Associação sugere reservatórios municipais para gestão da água
A associação ambientalista Quercus apresentou 10 medidas para reduzir perdas e melhorar a gestão da água, uma delas tornar obrigatória a construção de reservatórios municipais, para garantir pelo menos 24 horas de abastecimento.
A associação aponta em comunicado que a água perdida na rede poderia abastecer gratuitamente um terço da população portuguesa e considera que as perdas de água nas redes e os elevados níveis de consumo são incompatíveis com as alterações climáticas, maior frequência de secas e crescente pressão sobre os recursos hídricos.
A Quercus propõe 10 medidas que, considera, ajudariam a resolver o problema, como tornar obrigatória a monitorização online das redes públicas de abastecimento de água, permitindo uma deteção mais rápida de perdas e anomalias.
Criar e reforçar equipas municipais e regionais especializadas na deteção e reparação de fugas, promover o uso de água reutilizada proveniente das ETAR na rega de jardins e outros usos compatíveis e privilegiar a criação e requalificação de espaços verdes com espécies autóctones e plantas de reduzido consumo hídrico são outras propostas.
A Quercus sugere ainda que se generalize a instalação de sistemas de telemetria nos grandes consumidores de água, para uma monitorização permanente de consumos e deteção precoce de desperdícios, e admite um tarifário sazonal para o consumo de água, aplicável durante o verão e em períodos de seca extrema, para incentivar uma utilização mais eficiente.

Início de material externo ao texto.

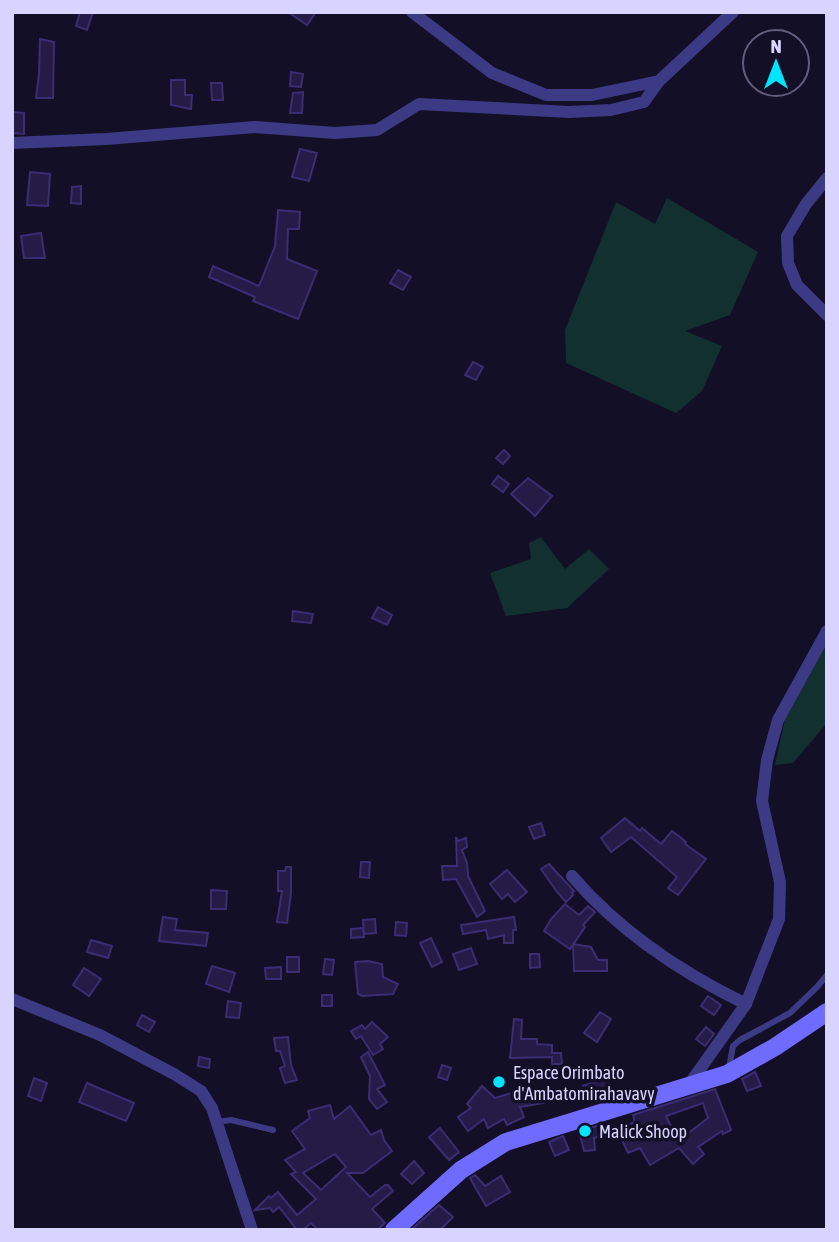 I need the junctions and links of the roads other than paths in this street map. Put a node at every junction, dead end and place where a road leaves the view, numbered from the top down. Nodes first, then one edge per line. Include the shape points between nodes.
1 (412, 12) edge
2 (733, 12) edge
3 (659, 81) junction
4 (12, 143) edge
5 (827, 178) edge
6 (827, 315) edge
7 (827, 631) edge
8 (572, 876) dead end
9 (827, 975) edge
10 (827, 986) edge
11 (817, 987) junction
12 (12, 999) edge
13 (746, 1004) junction
14 (827, 1012) edge
15 (727, 1073) junction
16 (688, 1086) junction
17 (217, 1122) junction
18 (273, 1130) dead end
19 (252, 1230) edge
20 (394, 1230) edge

1 - 3 street via 492,73 546,96 592,96
2 - 3 street
3 - 4 street via 644,103 611,110 419,104 377,130 335,133 255,127
5 - 6 street via 787,236 788,263 797,285
7 - 13 street via 778,720 767,760 762,801 780,882 779,919
8 - 13 street via 639,941 701,982
9 - 11 lane
10 - 11 lane
11 - 15 lane via 790,1013 733,1046
12 - 17 street via 100,1035 174,1074 201,1091
13 - 16 street
14 - 15 main road
15 - 16 main road
16 - 20 main road via 506,1142 461,1170
17 - 18 lane
17 - 19 street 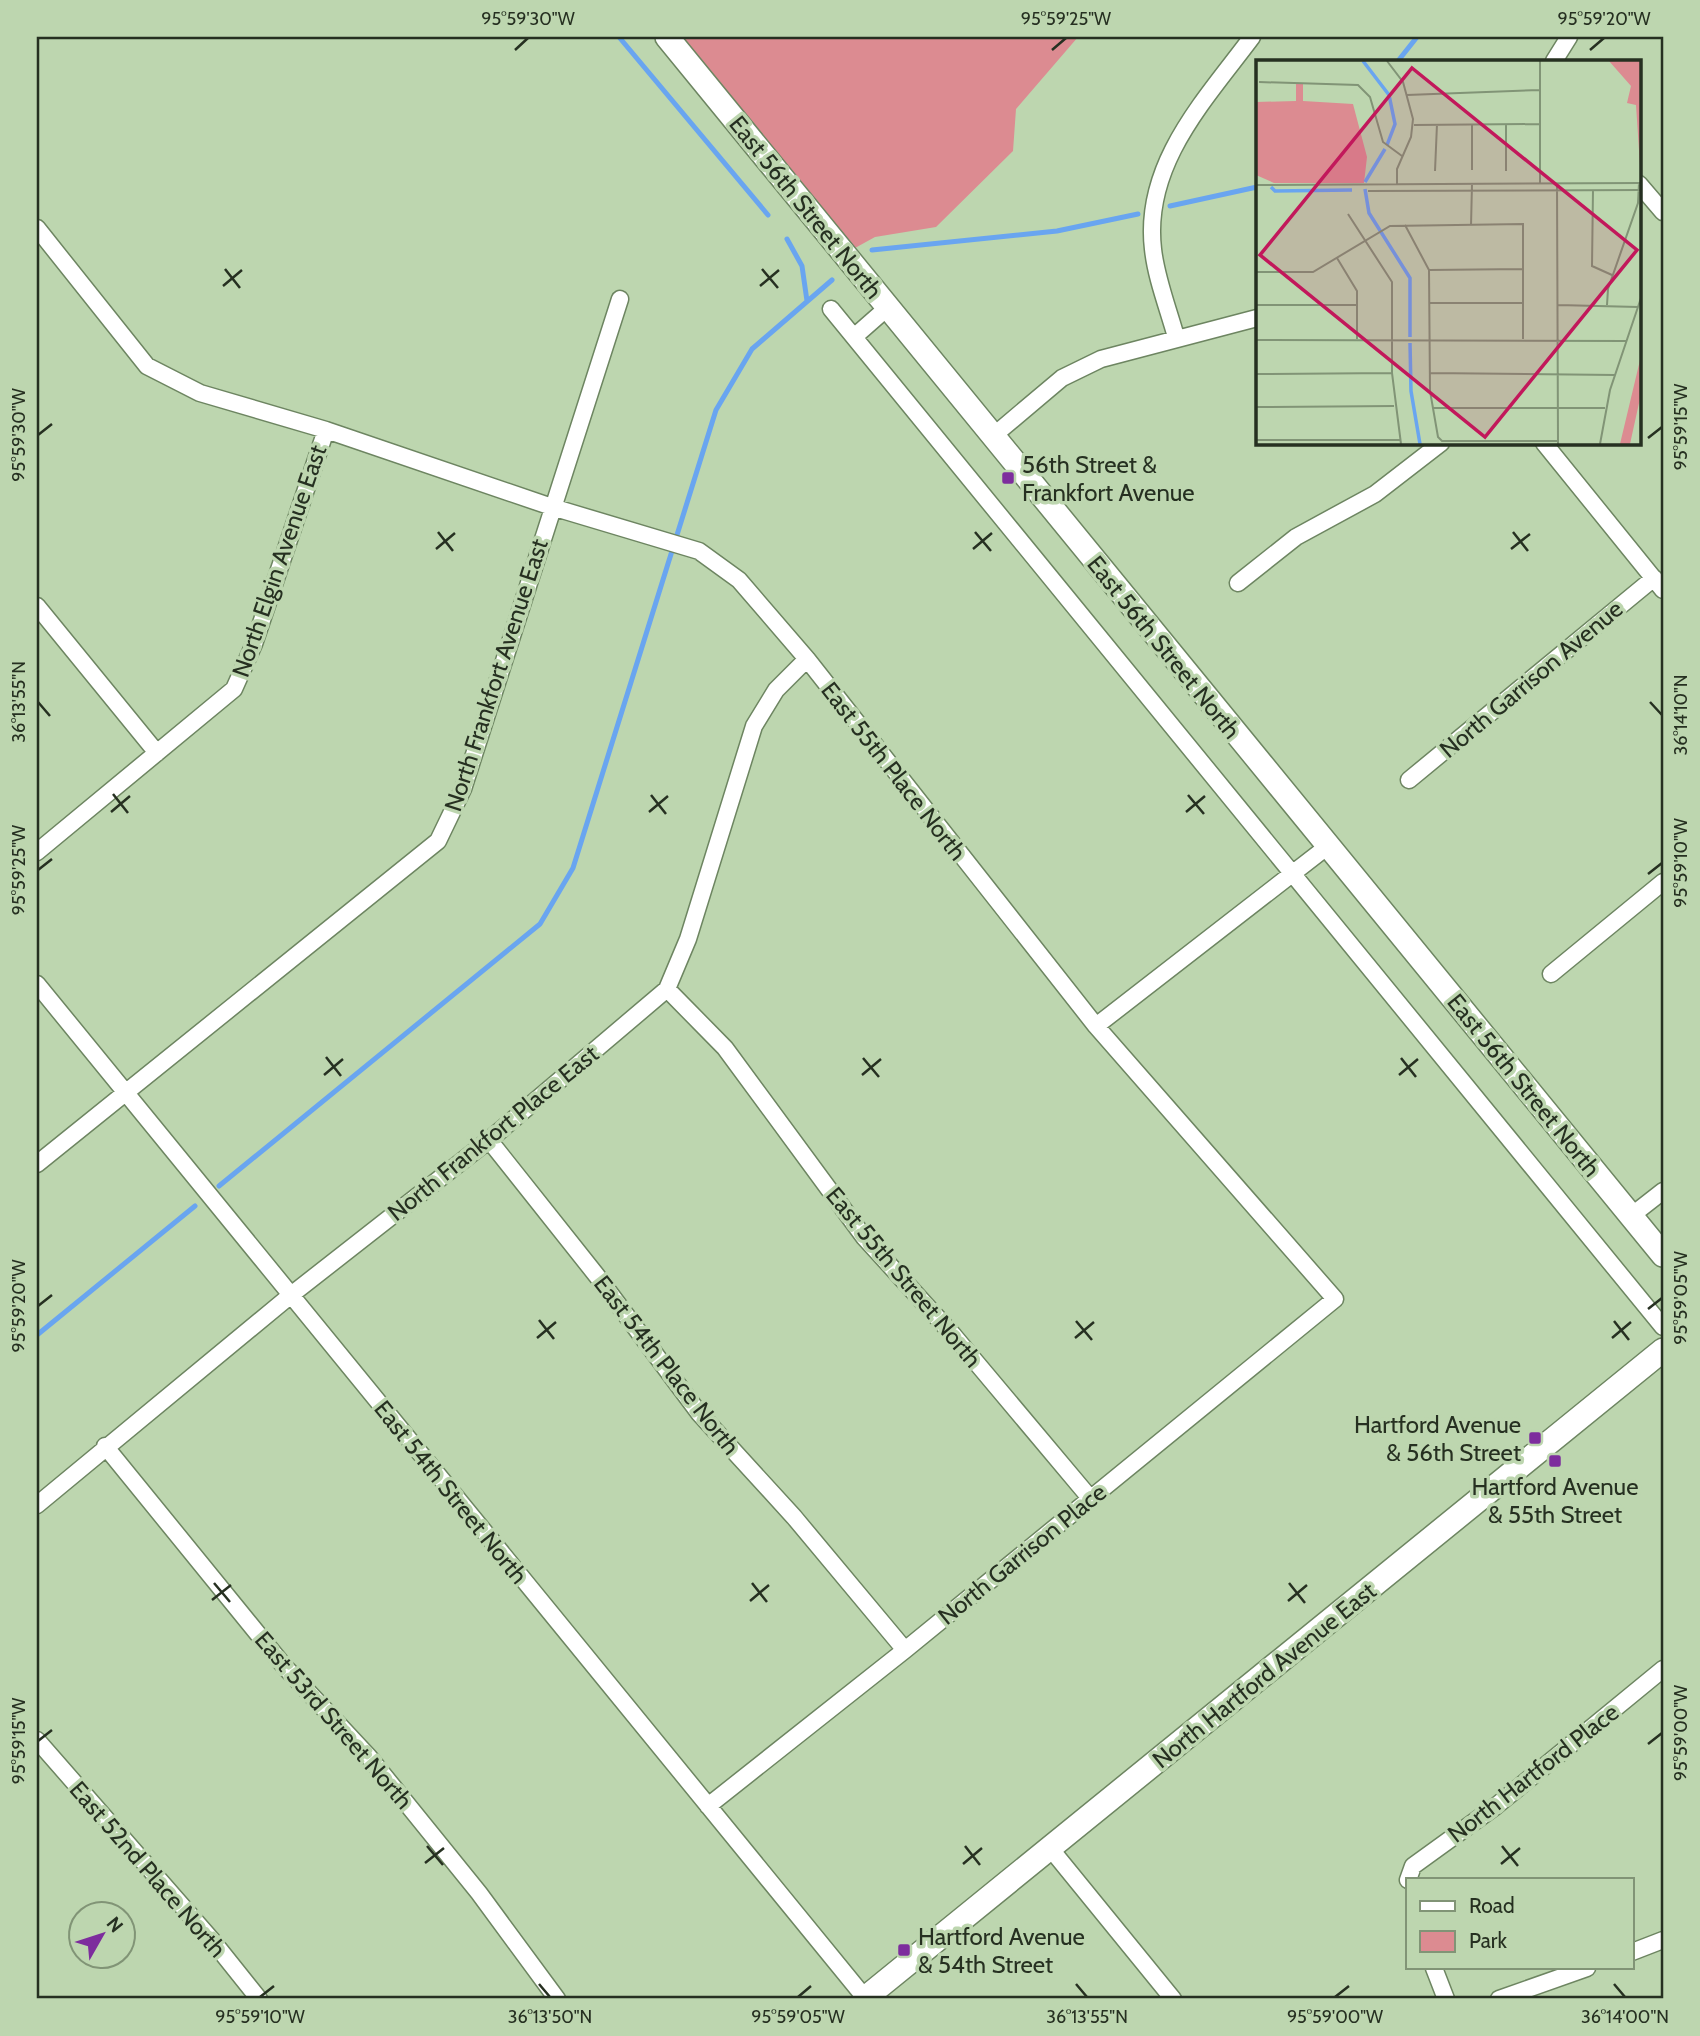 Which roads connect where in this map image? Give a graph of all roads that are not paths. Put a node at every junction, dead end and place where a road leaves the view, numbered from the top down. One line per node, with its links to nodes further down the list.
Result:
1 (667, 37): 9 (street, East 56th Street North)
2 (1252, 37): 13 (street)
3 (1569, 37): 4 (street)
4 (1555, 60)
5 (1640, 185): 6 (street)
6 (1663, 212)
7 (37, 228): 14 (street)
8 (620, 299): 18 (street, North Frankfort Avenue East)
9 (887, 308): 12 (street); 15 (street, East 56th Street North)
10 (831, 309): 12 (street, East 56th Street North)
11 (1256, 317): 13 (street)
12 (854, 337): 27 (street, East 56th Street North)
13 (1176, 337): 15 (street)
14 (326, 430): 18 (street, East 55th Place North); 23 (street, North Elgin Avenue East)
15 (992, 437): 25 (street, East 56th Street North)
16 (1440, 444): 19 (street)
17 (1545, 444): 20 (street)
18 (552, 507): 22 (street, East 55th Place North); 33 (street, North Frankfort Avenue East)
19 (1238, 583)
20 (1658, 584): 24 (street, North Garrison Avenue)
21 (37, 606): 23 (street)
22 (807, 659): 31 (street, North Frankfort Place East); 32 (street, East 55th Place North)
23 (157, 753): 26 (street, North Elgin Avenue East)
24 (1409, 780)
25 (1328, 846): 27 (street); 37 (street, East 56th Street North)
26 (37, 852)
27 (1293, 875): 32 (street); 41 (street, East 56th Street North)
28 (1663, 882): 29 (street)
29 (1551, 974)
30 (37, 984): 33 (street, East 54th Street North)
31 (667, 989): 34 (street, North Frankfort Place East); 44 (street, East 55th Street North)
32 (1096, 1026): 40 (street, East 55th Place North)
33 (126, 1093): 35 (street, North Frankfort Avenue East); 39 (street, East 54th Street North)
34 (489, 1140): 39 (street, North Frankfort Place East); 46 (street, East 54th Place North)
35 (37, 1164)
36 (1663, 1191): 37 (street)
37 (1631, 1216): 38 (street, East 56th Street North)
38 (1663, 1255)
39 (291, 1296): 43 (street, North Frankfort Place East); 49 (street, East 54th Street North)
40 (1335, 1299): 44 (street, North Garrison Place)
41 (1663, 1327)
42 (1663, 1350): 50 (street, North Hartford Avenue East)
43 (105, 1446): 45 (street, North Frankfort Place East); 57 (street, East 53rd Street North)
44 (1090, 1498): 46 (street, North Garrison Place)
45 (37, 1505)
46 (905, 1650): 49 (street, North Garrison Place)
47 (1663, 1669): 51 (street, North Hartford Place)
48 (37, 1740): 56 (street, East 52nd Place North)
49 (708, 1806): 58 (street, East 54th Street North)
50 (1051, 1848): 58 (street, North Hartford Avenue East); 59 (street)
51 (1409, 1878)
52 (1663, 1940): 53 (street)
53 (1634, 1951)
54 (1434, 1969): 60 (street)
55 (1584, 1969): 61 (street)
56 (259, 1999)
57 (557, 1999)
58 (865, 1999)
59 (1173, 1999)
60 (1446, 1999)
61 (1499, 1999) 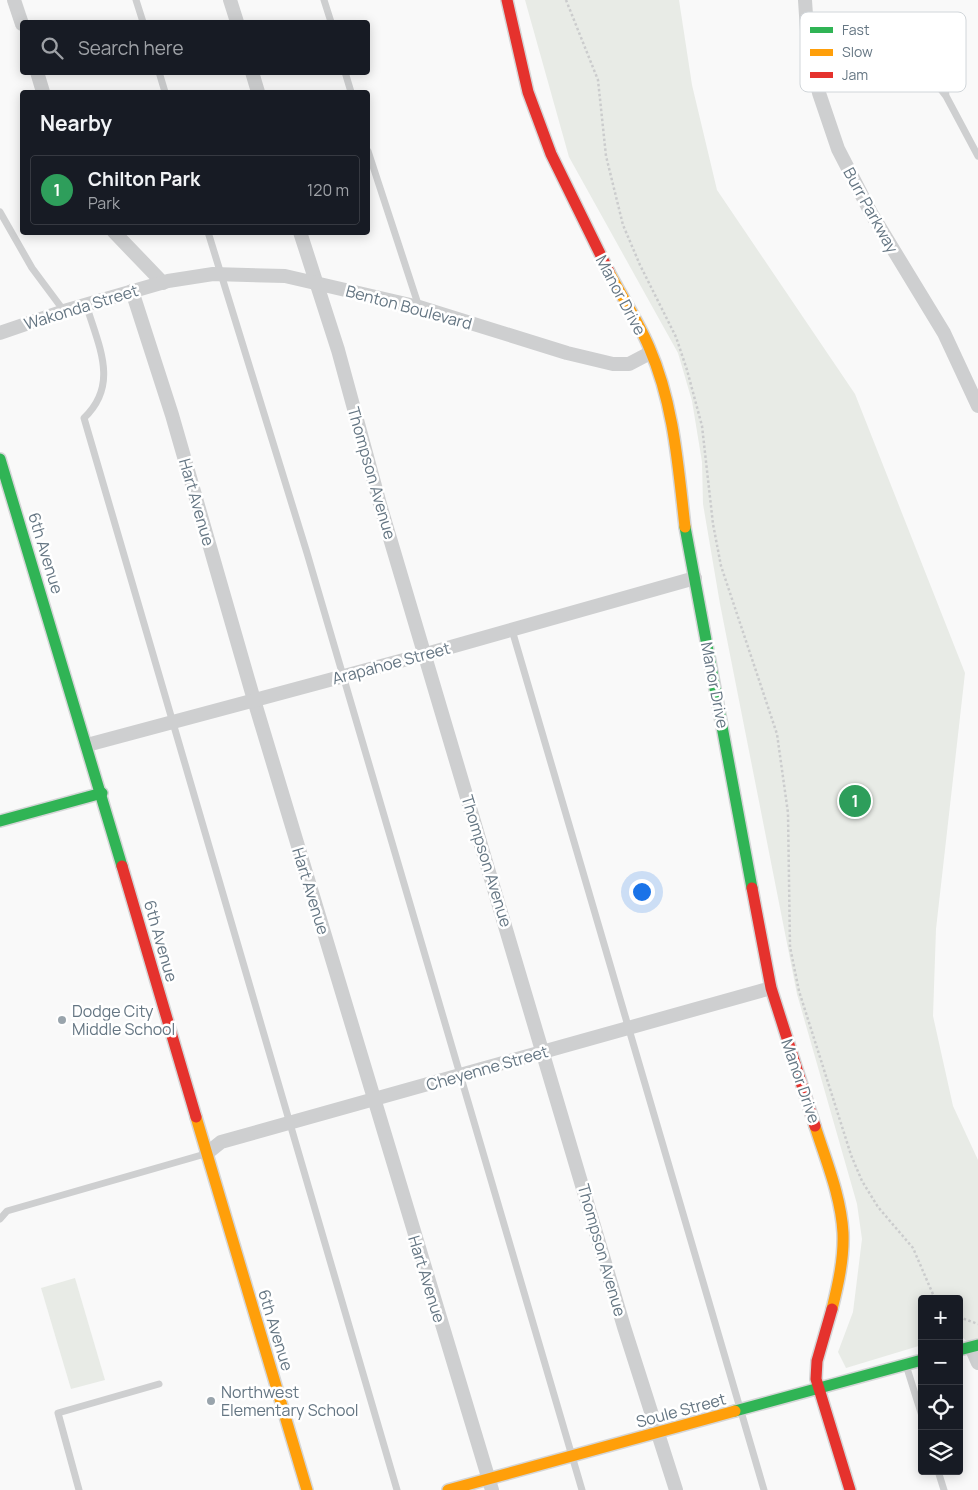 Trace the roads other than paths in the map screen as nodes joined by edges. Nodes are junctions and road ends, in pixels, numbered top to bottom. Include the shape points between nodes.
1 (14, 0) edge
2 (136, 0) edge
3 (230, 0) edge
4 (324, 0) edge
5 (507, 0) edge
6 (21, 20) edge
7 (142, 20) edge
8 (236, 20) edge
9 (330, 20) edge
10 (38, 75) edge
11 (160, 75) edge
12 (253, 75) edge
13 (346, 75) edge
14 (43, 90) edge
15 (164, 90) edge
16 (257, 90) edge
17 (350, 90) edge
18 (819, 92) edge
19 (946, 96) dead end
20 (978, 156) edge
21 (370, 157) edge
22 (0, 212) edge
23 (117, 235) edge
24 (209, 235) edge
25 (301, 235) edge
26 (221, 274) junction
27 (162, 282) junction
28 (315, 282) junction
29 (132, 291) junction
30 (86, 304) junction
31 (419, 307) junction
32 (64, 310) junction
33 (0, 333) edge
34 (650, 353) junction
35 (978, 406) edge
36 (0, 460) edge
37 (694, 578) junction
38 (512, 630) junction
39 (426, 654) junction
40 (342, 677) junction
41 (254, 700) junction
42 (173, 721) junction
43 (87, 745) junction
44 (102, 793) junction
45 (0, 821) edge
46 (770, 988) junction
47 (630, 1028) junction
48 (544, 1052) junction
49 (460, 1076) junction
50 (374, 1100) junction
51 (291, 1122) junction
52 (206, 1154) junction
53 (0, 1218) edge
54 (969, 1347) edge
55 (918, 1361) edge
56 (978, 1363) edge
57 (906, 1364) junction
58 (159, 1384) dead end
59 (819, 1388) junction
60 (918, 1403) edge
61 (740, 1410) junction
62 (658, 1433) junction
63 (572, 1456) junction
64 (939, 1475) edge
65 (490, 1485) edge
66 (79, 1490) edge
67 (307, 1490) edge
68 (397, 1490) edge
69 (448, 1490) edge
70 (582, 1490) edge
71 (676, 1490) edge
72 (764, 1490) edge
73 (850, 1490) edge
74 (944, 1490) edge

1 - 6 street
2 - 7 lane
3 - 8 street
4 - 9 lane
5 - 34 street, Manor Drive via 528,92 551,154
10 - 14 street
11 - 15 lane
12 - 16 street
13 - 17 lane
18 - 35 street, Burr Parkway via 838,149 871,213 944,333
19 - 20 lane
21 - 31 lane
22 - 32 lane via 32,268
23 - 27 street
24 - 26 lane
25 - 28 street, Thompson Avenue
26 - 27 street, Benton Boulevard
26 - 28 street, Benton Boulevard via 285,276
26 - 40 lane
27 - 29 street, Wakonda Street
28 - 31 street, Benton Boulevard
28 - 39 street, Thompson Avenue via 338,350 381,508
29 - 30 street, Wakonda Street
29 - 41 street, Hart Avenue via 172,415
30 - 32 street, Wakonda Street
30 - 42 lane via 104,366 102,395 84,418
31 - 34 street, Benton Boulevard via 612,364 629,364
32 - 33 street, Wakonda Street
34 - 37 street, Manor Drive via 667,400 676,442 686,537
36 - 43 street, 6th Avenue
37 - 38 street, Arapahoe Street
37 - 46 street, Manor Drive
38 - 39 street, Arapahoe Street
38 - 47 lane
39 - 40 street, Arapahoe Street
39 - 48 street, Thompson Avenue
40 - 41 street, Arapahoe Street
40 - 49 lane
41 - 42 street, Arapahoe Street
41 - 50 street, Hart Avenue
42 - 43 street, Arapahoe Street
42 - 51 lane
43 - 44 street, 6th Avenue
44 - 45 street
44 - 52 street, 6th Avenue
46 - 47 street, Cheyenne Street
46 - 59 street, Manor Drive via 838,1194 843,1234 838,1279 817,1361
47 - 48 street, Cheyenne Street
47 - 61 lane
48 - 49 street, Cheyenne Street
48 - 62 street, Thompson Avenue
49 - 50 street, Cheyenne Street
49 - 63 lane
50 - 51 street, Cheyenne Street
50 - 65 street, Hart Avenue
51 - 52 street, Cheyenne Street via 221,1142
51 - 68 lane
52 - 53 lane via 7,1211
52 - 67 street, 6th Avenue
54 - 56 street
55 - 57 street, Soule Street
57 - 59 street, Soule Street
57 - 60 lane
58 - 66 lane via 58,1413
59 - 61 street, Soule Street
59 - 73 street, Manor Drive
61 - 62 street, Soule Street
61 - 72 lane
62 - 63 street, Soule Street
62 - 71 street, Thompson Avenue
63 - 65 street, Soule Street
63 - 70 lane
64 - 74 lane
65 - 69 street, Soule Street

A associação adianta que a Entidade Reguladora dos Serviços de Águas e Resíduos deve também reforçar a fiscalização, garantindo que os municípios cumprem a quota de renovação de redes, e aponta a importância de combater as ligações de água ilegais com “penalizações significativas”.
A Quercus “considera igualmente fundamental que a gestão da água deixe de ser encarada apenas como uma resposta às situações de seca, passando a constituir uma prioridade permanente das políticas públicas de adaptação às alterações climáticas”.
No comunicado, citando o mais recente Relatório Anual dos Serviços de Águas e Resíduos em Portugal (RASARP 2025), a Quercus aponta para os níveis elevados de perdas de água que subsistem. Em 2024 perderam-se à volta de 187,3 milhões de metros cúbicos de água nas redes de abastecimento, antes de chegarem aos consumidores. É o equivalente a 8,7 piscinas olímpicas de água desperdiçadas por hora e representa um custo económico estimado em 158 milhões de euros.